▶ [RECORDS FOR THE EXERCISE]
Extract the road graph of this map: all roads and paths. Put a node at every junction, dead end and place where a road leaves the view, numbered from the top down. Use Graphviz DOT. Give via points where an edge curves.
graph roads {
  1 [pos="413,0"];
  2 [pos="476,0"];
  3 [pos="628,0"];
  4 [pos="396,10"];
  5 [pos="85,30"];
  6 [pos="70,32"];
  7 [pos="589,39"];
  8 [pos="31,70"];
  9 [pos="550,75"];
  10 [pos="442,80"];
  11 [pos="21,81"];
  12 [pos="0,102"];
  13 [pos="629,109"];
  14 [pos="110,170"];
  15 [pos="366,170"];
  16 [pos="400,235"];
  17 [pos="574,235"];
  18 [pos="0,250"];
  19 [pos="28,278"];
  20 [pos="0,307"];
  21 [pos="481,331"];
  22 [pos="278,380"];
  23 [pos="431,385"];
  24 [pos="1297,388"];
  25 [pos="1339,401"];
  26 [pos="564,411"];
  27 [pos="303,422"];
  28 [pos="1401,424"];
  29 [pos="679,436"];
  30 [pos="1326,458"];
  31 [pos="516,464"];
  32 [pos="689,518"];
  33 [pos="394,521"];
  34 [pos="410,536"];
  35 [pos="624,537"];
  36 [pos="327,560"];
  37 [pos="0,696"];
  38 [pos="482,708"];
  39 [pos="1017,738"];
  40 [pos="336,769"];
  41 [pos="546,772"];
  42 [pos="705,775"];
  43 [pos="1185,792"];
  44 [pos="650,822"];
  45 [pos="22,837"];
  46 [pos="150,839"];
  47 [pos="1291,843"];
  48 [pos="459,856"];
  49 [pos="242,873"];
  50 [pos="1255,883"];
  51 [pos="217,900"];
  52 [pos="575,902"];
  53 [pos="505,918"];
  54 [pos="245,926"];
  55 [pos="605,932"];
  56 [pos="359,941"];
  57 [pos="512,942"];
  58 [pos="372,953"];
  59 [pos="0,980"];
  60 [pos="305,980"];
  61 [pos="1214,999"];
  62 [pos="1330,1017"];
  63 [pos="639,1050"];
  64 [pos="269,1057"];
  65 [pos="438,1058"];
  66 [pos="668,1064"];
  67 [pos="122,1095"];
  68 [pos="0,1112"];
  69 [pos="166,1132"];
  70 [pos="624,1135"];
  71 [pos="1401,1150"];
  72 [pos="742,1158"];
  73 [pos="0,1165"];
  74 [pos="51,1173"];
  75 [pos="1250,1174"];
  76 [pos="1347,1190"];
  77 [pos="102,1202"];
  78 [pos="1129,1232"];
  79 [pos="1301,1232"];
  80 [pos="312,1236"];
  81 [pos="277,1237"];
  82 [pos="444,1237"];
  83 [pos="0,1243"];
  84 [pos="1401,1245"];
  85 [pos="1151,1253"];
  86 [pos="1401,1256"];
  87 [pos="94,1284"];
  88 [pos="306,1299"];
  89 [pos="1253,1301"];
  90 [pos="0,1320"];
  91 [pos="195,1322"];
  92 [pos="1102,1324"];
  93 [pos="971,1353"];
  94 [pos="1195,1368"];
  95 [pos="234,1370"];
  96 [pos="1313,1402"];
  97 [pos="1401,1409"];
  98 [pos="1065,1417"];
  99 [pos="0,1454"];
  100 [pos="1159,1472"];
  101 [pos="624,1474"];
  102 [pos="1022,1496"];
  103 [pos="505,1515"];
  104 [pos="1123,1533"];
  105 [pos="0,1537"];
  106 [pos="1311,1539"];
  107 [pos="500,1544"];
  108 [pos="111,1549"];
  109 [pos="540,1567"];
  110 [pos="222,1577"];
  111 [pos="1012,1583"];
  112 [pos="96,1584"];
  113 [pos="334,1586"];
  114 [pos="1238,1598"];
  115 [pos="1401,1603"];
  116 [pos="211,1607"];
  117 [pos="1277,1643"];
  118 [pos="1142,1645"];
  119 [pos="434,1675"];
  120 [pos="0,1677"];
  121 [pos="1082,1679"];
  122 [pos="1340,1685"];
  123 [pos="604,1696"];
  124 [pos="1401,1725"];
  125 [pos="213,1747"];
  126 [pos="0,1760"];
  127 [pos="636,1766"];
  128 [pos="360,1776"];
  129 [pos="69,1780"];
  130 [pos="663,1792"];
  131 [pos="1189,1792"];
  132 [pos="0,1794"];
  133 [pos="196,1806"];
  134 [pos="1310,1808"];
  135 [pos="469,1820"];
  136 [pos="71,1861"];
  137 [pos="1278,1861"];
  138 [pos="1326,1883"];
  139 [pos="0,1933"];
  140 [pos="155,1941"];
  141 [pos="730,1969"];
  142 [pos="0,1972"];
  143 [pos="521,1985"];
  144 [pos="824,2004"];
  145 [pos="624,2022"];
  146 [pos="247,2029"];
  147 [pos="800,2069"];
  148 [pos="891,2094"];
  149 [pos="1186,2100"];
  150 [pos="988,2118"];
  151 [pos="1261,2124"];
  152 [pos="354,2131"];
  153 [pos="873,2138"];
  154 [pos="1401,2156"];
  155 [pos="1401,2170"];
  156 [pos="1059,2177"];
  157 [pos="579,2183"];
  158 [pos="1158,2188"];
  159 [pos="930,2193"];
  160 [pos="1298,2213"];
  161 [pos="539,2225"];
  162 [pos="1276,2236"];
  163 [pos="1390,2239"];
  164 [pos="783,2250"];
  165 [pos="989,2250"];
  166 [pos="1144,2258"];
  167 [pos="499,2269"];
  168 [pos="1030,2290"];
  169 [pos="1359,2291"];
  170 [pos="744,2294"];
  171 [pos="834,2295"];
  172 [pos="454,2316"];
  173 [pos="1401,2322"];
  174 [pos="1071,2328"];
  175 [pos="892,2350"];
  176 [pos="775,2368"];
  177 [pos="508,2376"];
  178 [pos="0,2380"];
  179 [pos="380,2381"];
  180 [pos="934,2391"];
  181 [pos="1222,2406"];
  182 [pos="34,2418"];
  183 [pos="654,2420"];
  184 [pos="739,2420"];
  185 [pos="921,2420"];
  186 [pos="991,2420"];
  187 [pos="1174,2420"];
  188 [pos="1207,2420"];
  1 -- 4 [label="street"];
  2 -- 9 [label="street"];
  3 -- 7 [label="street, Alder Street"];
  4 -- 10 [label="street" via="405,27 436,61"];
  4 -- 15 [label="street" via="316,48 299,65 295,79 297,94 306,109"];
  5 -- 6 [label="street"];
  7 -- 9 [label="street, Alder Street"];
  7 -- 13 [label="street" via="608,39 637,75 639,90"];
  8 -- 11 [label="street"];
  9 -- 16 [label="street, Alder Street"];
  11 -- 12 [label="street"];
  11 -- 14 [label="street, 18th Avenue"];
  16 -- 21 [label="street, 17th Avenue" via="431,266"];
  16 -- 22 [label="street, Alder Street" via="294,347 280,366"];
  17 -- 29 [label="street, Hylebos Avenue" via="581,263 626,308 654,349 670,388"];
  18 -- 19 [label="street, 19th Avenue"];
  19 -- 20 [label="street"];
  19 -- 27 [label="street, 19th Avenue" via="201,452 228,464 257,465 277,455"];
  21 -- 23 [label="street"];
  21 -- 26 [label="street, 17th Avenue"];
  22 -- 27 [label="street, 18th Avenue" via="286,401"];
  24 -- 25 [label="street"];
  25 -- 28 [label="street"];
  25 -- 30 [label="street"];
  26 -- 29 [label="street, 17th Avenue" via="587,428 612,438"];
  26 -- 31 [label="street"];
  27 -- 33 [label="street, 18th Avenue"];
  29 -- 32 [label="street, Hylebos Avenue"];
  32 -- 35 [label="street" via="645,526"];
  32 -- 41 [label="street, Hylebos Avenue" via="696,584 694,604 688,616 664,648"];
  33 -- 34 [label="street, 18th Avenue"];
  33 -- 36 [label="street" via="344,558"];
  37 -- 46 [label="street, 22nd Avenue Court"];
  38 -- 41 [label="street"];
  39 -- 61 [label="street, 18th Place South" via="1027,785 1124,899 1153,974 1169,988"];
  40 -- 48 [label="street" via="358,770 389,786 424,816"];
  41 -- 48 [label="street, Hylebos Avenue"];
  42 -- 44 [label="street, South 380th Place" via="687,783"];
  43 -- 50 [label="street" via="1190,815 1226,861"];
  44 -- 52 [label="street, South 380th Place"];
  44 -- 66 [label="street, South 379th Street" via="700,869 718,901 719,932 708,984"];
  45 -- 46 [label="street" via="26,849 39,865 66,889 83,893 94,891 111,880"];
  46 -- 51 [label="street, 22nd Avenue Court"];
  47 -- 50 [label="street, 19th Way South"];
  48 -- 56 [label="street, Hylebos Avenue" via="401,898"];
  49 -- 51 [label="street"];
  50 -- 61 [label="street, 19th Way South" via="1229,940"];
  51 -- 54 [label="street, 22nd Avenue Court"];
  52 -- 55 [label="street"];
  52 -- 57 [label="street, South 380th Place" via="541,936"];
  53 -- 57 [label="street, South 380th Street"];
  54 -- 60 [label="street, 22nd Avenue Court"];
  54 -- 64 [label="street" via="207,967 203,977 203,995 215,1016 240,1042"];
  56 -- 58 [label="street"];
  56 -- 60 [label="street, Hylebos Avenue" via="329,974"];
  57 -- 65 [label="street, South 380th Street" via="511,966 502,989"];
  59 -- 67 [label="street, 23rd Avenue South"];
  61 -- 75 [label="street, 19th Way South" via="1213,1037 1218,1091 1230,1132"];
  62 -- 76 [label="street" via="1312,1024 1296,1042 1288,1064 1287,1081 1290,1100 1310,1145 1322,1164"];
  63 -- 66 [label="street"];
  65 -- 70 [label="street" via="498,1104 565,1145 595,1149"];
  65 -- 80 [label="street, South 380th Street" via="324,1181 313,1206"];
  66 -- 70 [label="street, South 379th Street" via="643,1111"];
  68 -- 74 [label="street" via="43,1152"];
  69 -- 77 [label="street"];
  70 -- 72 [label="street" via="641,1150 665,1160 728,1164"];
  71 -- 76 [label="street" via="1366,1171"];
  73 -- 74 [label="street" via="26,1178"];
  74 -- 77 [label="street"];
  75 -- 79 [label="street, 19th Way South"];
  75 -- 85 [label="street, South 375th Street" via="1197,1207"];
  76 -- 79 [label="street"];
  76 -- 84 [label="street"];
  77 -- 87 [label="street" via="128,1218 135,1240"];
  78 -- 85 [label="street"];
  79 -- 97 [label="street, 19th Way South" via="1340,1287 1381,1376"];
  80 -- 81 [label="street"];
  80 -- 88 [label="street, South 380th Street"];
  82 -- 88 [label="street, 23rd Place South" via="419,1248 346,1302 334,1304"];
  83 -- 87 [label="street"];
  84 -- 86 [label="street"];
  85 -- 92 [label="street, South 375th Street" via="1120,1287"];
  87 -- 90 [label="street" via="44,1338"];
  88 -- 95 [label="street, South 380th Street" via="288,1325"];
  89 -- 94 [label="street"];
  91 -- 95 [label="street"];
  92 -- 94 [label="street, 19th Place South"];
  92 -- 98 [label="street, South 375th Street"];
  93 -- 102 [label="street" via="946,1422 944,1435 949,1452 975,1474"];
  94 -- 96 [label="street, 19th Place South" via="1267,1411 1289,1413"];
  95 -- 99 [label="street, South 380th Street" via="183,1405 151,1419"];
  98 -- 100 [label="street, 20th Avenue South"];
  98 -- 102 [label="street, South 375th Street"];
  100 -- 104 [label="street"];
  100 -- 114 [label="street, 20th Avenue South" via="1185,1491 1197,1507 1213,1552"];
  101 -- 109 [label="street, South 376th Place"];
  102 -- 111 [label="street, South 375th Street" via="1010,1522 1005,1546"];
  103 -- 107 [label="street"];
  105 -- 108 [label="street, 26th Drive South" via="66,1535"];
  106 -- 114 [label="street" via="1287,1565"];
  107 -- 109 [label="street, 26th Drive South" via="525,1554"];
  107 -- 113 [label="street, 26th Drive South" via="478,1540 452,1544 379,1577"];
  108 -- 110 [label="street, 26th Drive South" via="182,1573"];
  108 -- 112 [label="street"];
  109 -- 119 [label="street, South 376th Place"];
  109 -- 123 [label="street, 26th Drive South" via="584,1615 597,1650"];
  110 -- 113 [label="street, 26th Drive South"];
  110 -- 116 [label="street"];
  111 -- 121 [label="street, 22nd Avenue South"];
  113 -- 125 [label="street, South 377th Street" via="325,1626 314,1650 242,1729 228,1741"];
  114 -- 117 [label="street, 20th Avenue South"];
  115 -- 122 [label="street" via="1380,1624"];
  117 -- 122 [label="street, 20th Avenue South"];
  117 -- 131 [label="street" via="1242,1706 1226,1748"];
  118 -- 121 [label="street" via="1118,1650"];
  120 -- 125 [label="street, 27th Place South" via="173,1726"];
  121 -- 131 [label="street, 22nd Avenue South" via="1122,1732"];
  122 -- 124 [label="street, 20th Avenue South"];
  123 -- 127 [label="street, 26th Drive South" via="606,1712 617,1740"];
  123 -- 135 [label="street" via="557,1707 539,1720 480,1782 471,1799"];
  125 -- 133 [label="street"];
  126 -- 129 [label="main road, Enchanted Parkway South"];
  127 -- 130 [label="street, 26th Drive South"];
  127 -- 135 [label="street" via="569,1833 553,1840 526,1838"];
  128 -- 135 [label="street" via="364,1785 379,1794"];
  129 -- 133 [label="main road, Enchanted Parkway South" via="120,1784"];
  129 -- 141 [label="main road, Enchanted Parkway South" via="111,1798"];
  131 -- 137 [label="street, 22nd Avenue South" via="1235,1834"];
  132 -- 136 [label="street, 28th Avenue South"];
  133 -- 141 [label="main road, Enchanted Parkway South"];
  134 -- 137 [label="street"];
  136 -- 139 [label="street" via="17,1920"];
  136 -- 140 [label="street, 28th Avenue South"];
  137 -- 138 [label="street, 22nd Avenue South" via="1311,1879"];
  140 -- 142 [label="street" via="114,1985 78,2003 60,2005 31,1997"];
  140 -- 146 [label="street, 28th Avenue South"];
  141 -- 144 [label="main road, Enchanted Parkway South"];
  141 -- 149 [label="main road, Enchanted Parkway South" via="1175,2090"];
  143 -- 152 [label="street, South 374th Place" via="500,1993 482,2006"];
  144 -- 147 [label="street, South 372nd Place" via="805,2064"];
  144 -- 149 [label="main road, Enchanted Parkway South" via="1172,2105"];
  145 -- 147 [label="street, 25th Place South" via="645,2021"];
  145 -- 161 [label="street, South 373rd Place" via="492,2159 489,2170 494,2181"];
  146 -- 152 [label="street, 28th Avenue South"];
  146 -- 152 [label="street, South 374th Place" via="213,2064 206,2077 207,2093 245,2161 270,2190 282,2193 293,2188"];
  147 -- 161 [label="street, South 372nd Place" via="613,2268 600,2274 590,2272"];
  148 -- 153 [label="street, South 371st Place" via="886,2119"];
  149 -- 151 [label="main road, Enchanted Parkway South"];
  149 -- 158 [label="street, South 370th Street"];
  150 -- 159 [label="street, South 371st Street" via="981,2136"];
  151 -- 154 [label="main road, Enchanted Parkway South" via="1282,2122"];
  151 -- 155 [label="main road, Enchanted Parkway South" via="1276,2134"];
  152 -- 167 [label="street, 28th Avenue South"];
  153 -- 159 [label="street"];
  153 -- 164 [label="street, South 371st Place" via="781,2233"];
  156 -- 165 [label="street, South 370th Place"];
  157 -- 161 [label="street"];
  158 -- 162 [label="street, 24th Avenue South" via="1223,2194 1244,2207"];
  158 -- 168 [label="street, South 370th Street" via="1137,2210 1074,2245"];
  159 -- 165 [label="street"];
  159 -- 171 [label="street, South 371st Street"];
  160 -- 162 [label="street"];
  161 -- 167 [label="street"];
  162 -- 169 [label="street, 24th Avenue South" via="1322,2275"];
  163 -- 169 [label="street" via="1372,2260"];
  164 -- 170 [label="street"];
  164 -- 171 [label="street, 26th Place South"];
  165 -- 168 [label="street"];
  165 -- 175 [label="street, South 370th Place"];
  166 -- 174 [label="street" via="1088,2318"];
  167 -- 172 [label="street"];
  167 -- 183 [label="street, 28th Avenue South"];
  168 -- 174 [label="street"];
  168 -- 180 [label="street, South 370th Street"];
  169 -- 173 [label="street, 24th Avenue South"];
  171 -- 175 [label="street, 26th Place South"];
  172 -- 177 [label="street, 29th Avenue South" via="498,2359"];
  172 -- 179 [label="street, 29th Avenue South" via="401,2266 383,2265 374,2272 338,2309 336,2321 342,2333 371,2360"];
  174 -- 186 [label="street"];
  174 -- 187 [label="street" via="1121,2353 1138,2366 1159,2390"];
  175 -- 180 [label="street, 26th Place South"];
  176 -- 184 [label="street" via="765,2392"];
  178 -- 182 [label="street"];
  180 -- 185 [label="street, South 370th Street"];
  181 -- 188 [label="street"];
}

▶ [HOW TO COMPLETE THIS TASK]
Say, as a single number and nothing more, how many lines of the entries contain the word "Alder".

▶ [EXERCISE RESULT]
4